Hamish McRae echoes the doubts of many of us over the reliance on GDP alone as the indicator of a nation's economic health. I became sceptical in January when one of the financial pundits pointed out that a contributory factor to the fall in GDP in the last quarter of 2011 was the cut in retail fuel costs. Since then, we have had reported rises in UK employment, predominantly in the private sector. Yet the Office for National Statistics reported a further decline in GDP in the last quarter, and stated that the usual period of revision was not certain to show an improvement.

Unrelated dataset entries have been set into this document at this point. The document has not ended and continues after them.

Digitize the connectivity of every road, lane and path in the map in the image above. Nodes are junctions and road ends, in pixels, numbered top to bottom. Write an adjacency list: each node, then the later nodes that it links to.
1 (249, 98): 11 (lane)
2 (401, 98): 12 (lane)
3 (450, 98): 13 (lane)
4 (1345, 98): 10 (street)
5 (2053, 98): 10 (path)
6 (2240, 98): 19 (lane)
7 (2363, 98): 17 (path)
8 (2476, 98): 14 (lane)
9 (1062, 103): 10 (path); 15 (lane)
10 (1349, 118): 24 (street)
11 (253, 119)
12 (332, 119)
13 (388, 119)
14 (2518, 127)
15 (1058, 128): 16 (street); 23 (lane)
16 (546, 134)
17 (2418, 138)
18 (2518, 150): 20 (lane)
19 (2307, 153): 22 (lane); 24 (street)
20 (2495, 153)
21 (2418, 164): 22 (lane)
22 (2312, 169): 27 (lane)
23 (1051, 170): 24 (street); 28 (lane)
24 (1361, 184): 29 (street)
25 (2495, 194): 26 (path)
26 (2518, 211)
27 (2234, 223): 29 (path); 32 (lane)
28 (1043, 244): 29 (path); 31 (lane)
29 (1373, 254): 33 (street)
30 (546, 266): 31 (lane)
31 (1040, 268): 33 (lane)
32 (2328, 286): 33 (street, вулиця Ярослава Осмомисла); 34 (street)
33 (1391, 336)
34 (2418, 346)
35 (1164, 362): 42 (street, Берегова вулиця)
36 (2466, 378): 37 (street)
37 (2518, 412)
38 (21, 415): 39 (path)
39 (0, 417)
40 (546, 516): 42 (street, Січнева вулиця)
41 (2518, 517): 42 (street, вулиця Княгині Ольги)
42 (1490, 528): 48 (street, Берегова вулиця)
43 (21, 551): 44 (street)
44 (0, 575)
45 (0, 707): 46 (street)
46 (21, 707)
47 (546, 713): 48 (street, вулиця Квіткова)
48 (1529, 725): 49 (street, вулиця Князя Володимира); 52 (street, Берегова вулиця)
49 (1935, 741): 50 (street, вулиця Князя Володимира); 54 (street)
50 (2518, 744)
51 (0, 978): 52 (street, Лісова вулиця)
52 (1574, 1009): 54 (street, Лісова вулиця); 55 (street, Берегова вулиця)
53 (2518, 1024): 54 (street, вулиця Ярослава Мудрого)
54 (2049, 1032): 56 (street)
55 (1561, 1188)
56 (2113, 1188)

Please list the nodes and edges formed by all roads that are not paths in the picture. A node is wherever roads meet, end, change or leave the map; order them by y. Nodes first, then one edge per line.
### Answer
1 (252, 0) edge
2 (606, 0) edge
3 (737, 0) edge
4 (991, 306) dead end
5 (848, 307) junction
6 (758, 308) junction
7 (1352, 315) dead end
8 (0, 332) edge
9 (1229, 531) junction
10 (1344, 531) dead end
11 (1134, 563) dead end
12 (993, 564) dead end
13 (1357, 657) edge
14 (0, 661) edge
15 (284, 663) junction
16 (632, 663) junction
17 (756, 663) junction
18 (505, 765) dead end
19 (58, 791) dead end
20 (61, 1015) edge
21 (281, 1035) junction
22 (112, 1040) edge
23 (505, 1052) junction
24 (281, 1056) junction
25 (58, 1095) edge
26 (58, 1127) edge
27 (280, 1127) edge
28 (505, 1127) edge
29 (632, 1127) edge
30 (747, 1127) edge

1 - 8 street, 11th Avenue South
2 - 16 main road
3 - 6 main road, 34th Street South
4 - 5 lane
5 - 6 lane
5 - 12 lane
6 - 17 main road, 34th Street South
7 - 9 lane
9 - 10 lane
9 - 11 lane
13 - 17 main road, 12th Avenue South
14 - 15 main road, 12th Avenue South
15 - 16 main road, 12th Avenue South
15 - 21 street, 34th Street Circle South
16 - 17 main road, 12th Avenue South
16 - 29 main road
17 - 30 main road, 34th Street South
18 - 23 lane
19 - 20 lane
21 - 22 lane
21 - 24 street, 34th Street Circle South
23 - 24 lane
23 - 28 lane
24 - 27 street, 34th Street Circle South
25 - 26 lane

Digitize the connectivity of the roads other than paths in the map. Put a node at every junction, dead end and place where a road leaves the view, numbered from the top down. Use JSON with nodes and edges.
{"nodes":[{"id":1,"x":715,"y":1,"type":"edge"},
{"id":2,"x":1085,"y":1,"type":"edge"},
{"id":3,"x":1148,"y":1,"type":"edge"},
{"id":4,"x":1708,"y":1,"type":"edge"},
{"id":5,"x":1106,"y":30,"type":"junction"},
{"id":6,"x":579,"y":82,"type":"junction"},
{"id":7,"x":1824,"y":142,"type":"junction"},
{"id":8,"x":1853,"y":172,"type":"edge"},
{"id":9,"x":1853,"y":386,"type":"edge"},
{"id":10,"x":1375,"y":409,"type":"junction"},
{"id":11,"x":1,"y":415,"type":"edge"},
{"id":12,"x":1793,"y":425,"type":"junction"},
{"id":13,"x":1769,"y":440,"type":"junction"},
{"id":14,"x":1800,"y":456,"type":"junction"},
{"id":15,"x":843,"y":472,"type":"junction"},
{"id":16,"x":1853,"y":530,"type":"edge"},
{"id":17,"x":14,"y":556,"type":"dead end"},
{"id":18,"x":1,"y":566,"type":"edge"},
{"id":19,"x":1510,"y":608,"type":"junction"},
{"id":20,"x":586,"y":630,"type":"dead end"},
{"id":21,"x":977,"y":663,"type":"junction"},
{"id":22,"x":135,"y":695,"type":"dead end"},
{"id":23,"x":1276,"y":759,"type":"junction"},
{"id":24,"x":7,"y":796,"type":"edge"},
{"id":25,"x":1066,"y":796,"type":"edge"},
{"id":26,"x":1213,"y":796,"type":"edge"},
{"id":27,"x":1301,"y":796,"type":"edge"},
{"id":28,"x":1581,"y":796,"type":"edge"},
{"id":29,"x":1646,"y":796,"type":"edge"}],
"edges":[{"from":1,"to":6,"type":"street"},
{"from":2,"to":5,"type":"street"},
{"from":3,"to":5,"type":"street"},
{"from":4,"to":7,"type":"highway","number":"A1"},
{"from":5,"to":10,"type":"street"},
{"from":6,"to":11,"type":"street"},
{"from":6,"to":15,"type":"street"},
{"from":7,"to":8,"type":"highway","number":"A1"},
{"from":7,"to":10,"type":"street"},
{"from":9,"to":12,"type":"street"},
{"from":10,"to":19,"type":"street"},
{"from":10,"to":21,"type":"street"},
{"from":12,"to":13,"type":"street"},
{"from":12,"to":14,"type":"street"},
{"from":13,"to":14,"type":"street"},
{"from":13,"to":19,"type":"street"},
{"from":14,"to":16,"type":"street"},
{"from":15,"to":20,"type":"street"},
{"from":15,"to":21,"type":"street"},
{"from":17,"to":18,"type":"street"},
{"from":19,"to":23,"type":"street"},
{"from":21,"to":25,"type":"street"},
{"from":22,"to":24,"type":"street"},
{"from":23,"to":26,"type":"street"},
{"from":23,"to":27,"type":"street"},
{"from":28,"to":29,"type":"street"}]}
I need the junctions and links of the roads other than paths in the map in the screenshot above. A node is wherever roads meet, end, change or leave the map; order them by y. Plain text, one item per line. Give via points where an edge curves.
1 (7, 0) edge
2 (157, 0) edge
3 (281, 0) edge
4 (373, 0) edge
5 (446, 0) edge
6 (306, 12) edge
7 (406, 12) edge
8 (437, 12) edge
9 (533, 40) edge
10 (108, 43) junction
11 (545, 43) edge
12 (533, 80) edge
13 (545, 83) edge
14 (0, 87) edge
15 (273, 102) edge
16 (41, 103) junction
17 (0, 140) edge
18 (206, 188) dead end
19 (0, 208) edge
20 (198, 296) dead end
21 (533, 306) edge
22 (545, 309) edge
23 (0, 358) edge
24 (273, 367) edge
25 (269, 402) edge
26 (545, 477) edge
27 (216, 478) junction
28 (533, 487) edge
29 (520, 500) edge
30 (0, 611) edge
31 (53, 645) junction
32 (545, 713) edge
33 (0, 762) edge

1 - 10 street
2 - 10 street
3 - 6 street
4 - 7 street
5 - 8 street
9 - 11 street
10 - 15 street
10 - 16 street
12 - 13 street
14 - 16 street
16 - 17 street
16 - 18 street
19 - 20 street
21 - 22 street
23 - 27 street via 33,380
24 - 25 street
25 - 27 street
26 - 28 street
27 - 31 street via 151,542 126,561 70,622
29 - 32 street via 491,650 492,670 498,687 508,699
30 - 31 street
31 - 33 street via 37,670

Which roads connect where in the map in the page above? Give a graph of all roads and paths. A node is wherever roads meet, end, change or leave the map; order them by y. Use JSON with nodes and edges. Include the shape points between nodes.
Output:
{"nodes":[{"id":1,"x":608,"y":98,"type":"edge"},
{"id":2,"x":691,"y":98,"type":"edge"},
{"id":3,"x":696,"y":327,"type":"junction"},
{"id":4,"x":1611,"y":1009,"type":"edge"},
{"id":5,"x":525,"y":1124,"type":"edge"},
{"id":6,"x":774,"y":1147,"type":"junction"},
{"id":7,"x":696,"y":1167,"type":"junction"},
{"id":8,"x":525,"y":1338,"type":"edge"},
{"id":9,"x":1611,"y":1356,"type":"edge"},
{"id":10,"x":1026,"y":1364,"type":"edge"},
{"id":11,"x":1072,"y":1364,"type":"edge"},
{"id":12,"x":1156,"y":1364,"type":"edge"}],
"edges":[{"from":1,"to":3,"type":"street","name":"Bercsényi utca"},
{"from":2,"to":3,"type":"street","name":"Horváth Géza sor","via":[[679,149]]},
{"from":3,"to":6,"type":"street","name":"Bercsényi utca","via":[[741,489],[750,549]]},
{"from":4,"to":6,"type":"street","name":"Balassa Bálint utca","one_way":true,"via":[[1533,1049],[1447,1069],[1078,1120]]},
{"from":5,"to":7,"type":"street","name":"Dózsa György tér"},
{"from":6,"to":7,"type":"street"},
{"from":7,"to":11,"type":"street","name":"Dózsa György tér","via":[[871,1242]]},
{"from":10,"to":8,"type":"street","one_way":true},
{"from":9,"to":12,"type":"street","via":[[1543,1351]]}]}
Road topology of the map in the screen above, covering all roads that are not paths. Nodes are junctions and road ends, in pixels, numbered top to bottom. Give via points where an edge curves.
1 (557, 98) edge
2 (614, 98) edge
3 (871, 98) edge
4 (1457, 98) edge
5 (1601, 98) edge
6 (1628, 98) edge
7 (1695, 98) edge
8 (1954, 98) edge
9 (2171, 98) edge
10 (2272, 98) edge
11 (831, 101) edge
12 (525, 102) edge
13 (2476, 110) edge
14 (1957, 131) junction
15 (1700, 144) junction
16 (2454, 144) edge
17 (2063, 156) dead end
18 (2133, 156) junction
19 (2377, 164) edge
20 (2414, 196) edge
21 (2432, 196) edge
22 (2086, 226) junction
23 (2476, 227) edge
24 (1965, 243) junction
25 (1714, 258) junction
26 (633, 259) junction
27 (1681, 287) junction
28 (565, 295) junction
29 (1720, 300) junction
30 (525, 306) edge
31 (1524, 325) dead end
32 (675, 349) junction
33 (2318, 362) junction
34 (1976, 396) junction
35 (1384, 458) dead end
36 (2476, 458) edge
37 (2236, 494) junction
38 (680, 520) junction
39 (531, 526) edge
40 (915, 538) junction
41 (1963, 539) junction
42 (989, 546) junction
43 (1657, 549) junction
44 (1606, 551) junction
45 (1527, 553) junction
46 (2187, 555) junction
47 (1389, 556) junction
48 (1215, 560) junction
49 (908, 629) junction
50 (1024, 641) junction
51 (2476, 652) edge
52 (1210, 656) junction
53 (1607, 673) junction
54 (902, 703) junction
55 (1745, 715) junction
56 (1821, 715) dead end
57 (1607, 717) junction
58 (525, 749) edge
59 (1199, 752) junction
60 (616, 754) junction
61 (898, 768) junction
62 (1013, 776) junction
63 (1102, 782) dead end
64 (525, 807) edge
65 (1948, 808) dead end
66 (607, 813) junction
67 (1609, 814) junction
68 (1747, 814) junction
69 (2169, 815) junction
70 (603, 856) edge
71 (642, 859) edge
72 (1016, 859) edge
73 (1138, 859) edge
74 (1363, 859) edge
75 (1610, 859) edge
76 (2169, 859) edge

The horrendous weather in the period hit the construction industry particularly hard, but that hardly explains the downturn across the board. (The ONS bulletin as a pdf file is here.)
Mr McRae writes:
By coincidence, within a few minutes of the GDP release yesterday the CBI produced its quarterly industrial trends survey. This is what the CBI said in its introduction to this: 'The UK manufacturing sector is showing resilience in the face of challenging economic conditions, with orders and output growth steady…Both measures of activity indicated modest growth in the three months to July, while manufacturers' optimism about the general business situation was broadly stable relative to the previous three months.'
This comes on top of extremely encouraging employment figures, which showed in the three months to end-April, the private sector added a net 205,000 jobs, the second-highest rate of job creation ever. This is not [...] consistent with a shrinking economy. We are getting close to the peak in employment at the top of the last cycle, though officially the economy is some 4.5 per cent smaller. As Chris Wilkinson of Markit points out, if the official figures of GDP were correct the UK economy would be shrinking faster than Spain's. Not even the most unutterably dismal economist could think that is the case.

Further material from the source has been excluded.